== Task item ==
Lines of the material that include the string "Format" should be returned.

== Record set ==
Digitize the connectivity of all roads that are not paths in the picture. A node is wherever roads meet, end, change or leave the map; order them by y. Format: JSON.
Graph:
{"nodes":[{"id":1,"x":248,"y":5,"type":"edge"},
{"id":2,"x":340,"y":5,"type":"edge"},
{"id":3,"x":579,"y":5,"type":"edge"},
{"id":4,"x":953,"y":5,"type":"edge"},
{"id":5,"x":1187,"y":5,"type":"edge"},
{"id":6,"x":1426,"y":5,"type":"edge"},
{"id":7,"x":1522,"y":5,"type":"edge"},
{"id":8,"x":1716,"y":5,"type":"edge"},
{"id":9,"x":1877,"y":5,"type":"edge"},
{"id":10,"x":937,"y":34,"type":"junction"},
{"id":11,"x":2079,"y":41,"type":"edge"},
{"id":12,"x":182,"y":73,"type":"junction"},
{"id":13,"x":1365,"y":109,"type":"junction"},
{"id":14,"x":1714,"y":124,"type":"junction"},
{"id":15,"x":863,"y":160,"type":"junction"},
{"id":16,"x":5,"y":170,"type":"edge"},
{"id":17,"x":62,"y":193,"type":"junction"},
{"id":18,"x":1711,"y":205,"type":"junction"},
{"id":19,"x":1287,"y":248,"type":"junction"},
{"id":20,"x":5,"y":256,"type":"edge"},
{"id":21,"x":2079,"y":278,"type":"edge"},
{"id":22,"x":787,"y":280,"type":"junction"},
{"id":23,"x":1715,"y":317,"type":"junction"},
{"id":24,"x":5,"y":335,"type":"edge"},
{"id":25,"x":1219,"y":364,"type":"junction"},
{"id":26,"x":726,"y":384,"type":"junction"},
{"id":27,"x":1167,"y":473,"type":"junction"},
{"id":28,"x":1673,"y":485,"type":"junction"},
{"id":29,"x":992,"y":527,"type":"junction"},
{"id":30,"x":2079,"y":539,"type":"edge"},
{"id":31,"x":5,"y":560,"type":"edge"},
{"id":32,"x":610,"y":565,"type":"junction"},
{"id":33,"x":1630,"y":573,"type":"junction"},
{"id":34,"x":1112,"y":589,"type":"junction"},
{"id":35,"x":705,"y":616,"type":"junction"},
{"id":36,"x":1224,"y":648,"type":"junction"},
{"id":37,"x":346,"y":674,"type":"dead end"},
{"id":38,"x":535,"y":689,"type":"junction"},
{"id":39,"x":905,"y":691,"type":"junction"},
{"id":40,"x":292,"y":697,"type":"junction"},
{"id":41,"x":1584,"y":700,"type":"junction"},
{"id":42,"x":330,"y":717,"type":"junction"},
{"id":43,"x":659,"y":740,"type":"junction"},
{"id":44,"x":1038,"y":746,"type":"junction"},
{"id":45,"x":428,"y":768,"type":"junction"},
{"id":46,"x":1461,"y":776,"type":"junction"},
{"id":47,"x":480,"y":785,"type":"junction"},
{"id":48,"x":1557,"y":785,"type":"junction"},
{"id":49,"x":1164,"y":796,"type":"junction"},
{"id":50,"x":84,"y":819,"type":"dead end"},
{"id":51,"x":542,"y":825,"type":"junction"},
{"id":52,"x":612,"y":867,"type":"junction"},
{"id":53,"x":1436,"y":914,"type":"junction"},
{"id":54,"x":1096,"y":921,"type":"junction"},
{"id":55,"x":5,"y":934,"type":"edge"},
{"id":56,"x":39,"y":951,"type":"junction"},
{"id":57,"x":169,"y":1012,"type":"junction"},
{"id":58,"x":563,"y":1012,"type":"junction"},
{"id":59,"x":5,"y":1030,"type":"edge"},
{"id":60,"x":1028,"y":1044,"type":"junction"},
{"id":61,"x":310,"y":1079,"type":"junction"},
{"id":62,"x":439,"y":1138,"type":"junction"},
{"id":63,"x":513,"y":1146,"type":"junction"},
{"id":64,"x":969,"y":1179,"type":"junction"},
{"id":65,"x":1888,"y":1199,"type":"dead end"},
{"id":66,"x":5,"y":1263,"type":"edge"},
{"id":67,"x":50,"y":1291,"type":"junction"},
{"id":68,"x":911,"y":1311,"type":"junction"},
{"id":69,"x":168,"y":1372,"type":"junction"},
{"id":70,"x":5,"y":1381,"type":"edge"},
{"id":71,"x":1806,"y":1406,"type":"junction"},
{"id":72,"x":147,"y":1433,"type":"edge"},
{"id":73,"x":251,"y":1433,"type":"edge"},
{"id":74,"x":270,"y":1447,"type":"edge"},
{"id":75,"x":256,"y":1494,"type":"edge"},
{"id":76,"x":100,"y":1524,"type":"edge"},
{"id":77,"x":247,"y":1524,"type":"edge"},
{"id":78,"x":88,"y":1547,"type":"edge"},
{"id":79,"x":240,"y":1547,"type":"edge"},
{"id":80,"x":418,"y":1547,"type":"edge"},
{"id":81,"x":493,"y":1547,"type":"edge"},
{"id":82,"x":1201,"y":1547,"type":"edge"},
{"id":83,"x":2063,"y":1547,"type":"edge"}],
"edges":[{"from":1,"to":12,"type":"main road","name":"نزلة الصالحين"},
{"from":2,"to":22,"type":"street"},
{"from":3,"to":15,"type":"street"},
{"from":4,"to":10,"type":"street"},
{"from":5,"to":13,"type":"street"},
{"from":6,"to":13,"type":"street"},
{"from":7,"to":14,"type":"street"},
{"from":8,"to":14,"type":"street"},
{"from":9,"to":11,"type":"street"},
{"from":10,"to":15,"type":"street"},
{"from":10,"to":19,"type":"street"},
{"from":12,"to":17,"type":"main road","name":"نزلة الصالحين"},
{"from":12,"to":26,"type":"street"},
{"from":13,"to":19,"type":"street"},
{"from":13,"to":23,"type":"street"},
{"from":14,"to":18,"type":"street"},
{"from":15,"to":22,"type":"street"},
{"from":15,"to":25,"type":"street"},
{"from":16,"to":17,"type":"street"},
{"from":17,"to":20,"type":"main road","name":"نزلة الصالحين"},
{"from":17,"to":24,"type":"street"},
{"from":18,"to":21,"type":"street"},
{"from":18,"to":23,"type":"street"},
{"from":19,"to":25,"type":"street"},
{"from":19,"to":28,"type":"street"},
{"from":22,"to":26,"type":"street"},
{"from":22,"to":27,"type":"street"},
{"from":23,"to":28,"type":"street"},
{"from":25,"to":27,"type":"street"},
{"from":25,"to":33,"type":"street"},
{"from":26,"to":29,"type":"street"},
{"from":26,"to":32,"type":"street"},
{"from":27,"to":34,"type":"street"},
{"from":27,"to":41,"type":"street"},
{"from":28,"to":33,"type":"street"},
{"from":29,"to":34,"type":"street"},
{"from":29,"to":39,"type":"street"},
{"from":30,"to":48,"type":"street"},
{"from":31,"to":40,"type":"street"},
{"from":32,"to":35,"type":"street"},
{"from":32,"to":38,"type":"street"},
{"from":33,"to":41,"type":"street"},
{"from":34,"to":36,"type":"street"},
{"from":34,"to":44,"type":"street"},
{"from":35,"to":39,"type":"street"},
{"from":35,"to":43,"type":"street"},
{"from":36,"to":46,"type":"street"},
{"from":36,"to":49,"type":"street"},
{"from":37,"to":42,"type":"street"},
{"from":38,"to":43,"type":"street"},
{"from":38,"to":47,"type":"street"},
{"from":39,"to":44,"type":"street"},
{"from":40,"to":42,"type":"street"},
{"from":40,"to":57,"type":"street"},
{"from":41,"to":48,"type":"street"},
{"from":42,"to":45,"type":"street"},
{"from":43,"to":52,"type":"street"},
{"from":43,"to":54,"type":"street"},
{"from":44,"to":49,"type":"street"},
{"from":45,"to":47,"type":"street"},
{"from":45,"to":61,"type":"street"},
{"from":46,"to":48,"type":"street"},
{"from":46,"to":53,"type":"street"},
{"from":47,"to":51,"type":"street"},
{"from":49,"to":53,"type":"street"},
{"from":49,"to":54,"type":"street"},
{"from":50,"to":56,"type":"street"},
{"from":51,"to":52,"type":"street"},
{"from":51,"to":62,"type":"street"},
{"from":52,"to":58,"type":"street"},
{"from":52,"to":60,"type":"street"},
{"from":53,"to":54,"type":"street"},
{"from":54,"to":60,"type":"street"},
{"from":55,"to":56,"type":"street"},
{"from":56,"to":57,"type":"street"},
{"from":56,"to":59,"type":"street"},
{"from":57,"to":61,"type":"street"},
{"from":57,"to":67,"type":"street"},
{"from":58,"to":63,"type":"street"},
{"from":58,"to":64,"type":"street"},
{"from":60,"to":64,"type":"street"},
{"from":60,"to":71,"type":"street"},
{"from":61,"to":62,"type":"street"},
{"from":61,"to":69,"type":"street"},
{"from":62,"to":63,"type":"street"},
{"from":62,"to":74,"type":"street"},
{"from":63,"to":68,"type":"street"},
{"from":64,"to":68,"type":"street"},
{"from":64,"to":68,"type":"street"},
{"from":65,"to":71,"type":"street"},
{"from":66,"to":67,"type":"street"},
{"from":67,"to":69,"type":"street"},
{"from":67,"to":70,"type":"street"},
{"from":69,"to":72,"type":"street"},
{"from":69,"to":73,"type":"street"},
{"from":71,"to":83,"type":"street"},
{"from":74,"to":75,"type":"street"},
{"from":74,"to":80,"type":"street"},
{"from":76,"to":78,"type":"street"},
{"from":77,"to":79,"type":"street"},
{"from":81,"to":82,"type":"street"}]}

--

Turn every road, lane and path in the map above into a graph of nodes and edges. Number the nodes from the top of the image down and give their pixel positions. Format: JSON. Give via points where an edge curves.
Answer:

== Answer to this task ==
Digitize the connectivity of all roads that are not paths in the picture. A node is wherever roads meet, end, change or leave the map; order them by y. Format: JSON.
Turn every road, lane and path in the map above into a graph of nodes and edges. Number the nodes from the top of the image down and give their pixel positions. Format: JSON. Give via points where an edge curves.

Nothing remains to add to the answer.